* [Material shown]:
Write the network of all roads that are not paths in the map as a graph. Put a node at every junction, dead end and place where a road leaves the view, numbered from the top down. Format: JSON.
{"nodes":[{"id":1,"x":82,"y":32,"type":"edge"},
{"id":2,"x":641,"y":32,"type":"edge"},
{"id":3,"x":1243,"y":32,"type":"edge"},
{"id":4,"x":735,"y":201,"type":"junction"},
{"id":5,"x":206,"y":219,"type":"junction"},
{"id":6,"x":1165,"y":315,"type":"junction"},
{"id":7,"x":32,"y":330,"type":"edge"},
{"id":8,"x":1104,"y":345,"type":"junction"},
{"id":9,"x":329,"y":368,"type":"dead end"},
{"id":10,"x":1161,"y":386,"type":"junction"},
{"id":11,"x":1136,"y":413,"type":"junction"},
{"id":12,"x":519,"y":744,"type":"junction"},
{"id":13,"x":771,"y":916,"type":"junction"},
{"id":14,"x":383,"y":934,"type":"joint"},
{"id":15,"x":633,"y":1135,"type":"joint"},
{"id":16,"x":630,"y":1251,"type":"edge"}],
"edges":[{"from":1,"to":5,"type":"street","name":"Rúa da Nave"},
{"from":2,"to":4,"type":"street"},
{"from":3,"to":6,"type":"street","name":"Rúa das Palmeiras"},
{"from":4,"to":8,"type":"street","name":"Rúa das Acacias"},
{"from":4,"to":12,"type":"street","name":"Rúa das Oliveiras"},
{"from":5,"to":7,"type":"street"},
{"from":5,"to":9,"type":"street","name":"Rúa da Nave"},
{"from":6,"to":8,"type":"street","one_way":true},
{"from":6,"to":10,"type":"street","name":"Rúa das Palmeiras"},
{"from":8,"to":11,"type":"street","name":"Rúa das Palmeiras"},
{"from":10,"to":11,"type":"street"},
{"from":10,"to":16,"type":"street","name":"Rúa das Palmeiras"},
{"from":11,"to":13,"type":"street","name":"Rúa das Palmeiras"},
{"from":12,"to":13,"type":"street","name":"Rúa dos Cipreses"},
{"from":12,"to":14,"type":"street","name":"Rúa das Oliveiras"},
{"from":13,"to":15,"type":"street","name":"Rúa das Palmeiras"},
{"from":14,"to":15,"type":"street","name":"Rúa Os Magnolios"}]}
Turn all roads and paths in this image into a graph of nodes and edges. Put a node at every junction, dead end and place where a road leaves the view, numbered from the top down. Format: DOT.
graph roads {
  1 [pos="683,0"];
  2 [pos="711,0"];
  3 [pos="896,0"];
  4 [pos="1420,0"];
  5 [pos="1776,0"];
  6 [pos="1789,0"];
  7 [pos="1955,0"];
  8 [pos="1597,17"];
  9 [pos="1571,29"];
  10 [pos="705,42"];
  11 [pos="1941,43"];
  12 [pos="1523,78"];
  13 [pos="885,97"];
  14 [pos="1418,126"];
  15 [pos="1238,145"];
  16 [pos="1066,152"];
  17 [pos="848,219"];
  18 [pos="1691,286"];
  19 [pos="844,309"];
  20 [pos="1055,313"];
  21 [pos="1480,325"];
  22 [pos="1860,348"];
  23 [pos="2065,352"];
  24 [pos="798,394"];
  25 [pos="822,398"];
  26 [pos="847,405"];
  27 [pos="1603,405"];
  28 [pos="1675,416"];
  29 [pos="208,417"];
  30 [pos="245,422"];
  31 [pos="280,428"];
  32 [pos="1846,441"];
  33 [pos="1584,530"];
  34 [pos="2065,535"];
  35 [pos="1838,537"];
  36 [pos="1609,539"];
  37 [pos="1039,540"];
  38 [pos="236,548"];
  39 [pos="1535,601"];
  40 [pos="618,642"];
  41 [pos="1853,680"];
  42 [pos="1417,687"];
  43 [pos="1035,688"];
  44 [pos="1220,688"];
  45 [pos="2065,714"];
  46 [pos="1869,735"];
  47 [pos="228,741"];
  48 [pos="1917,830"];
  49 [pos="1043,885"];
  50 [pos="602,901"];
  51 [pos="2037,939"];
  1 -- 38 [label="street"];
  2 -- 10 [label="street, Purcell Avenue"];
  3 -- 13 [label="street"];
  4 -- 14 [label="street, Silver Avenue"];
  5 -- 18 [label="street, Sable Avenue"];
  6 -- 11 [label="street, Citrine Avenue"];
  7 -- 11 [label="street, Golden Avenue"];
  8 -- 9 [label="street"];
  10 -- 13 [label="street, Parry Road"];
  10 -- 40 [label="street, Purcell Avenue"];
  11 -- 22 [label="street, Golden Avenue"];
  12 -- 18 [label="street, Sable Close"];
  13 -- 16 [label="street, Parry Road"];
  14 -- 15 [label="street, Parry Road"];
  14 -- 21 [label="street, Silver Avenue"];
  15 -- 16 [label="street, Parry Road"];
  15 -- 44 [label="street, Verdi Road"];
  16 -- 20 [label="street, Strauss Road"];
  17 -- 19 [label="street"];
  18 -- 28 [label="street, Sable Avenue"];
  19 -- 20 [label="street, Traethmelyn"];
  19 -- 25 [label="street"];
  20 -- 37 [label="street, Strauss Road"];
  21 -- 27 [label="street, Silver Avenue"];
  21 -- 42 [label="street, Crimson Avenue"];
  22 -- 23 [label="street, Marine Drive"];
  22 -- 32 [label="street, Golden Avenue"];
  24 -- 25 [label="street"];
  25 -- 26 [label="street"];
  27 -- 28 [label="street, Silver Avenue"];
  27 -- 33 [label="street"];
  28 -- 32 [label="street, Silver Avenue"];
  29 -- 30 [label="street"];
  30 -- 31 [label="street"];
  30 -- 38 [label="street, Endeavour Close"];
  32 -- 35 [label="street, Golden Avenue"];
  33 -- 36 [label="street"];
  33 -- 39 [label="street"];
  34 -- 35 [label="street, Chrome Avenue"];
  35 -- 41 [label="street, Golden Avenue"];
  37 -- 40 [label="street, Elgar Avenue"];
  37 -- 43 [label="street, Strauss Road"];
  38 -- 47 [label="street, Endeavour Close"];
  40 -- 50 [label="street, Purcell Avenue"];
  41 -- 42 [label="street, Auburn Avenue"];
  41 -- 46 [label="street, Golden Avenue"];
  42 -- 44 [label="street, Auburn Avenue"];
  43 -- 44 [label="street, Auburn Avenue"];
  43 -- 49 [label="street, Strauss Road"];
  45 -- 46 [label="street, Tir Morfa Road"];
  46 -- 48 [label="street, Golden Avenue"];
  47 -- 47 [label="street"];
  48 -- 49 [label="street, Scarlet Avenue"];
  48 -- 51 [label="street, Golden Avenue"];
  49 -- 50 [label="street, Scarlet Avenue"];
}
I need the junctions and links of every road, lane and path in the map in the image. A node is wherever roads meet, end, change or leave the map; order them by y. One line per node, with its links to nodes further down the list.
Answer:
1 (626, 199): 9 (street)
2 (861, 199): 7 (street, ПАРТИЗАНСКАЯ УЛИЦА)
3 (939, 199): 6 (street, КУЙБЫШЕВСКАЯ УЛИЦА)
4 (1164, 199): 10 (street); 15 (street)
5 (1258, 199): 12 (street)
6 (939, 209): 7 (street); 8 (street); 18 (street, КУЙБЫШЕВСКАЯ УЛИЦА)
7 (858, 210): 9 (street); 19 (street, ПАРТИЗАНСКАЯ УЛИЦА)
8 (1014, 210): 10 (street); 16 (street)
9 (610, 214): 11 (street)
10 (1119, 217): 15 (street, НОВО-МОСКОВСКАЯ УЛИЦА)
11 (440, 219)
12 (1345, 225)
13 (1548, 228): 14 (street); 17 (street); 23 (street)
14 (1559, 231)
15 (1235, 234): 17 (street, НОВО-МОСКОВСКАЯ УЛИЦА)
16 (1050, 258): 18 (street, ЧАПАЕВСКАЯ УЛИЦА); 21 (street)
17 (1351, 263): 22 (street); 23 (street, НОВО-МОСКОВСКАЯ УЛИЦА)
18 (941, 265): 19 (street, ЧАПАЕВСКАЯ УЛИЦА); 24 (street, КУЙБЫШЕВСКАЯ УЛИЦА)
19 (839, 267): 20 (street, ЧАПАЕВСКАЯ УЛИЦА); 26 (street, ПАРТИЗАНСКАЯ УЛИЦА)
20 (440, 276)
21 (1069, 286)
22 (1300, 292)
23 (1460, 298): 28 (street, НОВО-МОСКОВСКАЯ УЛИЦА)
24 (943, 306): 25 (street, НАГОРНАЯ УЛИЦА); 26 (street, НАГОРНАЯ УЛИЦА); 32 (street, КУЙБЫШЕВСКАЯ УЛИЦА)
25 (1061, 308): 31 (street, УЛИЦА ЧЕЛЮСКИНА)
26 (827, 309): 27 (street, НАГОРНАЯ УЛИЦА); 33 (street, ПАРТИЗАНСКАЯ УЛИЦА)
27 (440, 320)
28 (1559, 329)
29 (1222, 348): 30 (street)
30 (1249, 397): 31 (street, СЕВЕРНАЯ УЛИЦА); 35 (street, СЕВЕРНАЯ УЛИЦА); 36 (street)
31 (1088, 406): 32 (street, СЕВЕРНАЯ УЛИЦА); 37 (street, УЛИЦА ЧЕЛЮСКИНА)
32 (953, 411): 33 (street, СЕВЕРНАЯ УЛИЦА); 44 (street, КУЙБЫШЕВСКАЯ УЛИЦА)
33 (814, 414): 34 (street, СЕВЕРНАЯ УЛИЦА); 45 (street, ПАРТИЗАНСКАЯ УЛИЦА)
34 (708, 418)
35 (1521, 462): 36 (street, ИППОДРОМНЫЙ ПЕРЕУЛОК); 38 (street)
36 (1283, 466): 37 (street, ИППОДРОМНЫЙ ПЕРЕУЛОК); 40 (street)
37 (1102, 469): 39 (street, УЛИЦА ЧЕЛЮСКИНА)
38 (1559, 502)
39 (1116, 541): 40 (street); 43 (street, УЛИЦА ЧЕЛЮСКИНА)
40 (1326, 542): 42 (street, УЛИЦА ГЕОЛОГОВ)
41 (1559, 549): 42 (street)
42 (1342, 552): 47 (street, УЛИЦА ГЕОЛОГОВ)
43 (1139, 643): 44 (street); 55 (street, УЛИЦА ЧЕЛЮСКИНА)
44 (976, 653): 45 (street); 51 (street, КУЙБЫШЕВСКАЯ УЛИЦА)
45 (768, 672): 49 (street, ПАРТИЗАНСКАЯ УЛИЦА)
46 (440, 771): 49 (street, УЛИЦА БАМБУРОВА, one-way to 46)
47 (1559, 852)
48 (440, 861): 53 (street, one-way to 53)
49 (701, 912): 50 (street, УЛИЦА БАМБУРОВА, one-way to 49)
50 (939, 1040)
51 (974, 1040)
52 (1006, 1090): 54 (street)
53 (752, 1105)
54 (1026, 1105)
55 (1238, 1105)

* [Problem to work on]:
Wherever a line in the data above holds the word "МОСКОВСКАЯ", copy that line.

* [Problem solution]:
10 (1119, 217): 15 (street, НОВО-МОСКОВСКАЯ УЛИЦА)
15 (1235, 234): 17 (street, НОВО-МОСКОВСКАЯ УЛИЦА)
17 (1351, 263): 22 (street); 23 (street, НОВО-МОСКОВСКАЯ УЛИЦА)
23 (1460, 298): 28 (street, НОВО-МОСКОВСКАЯ УЛИЦА)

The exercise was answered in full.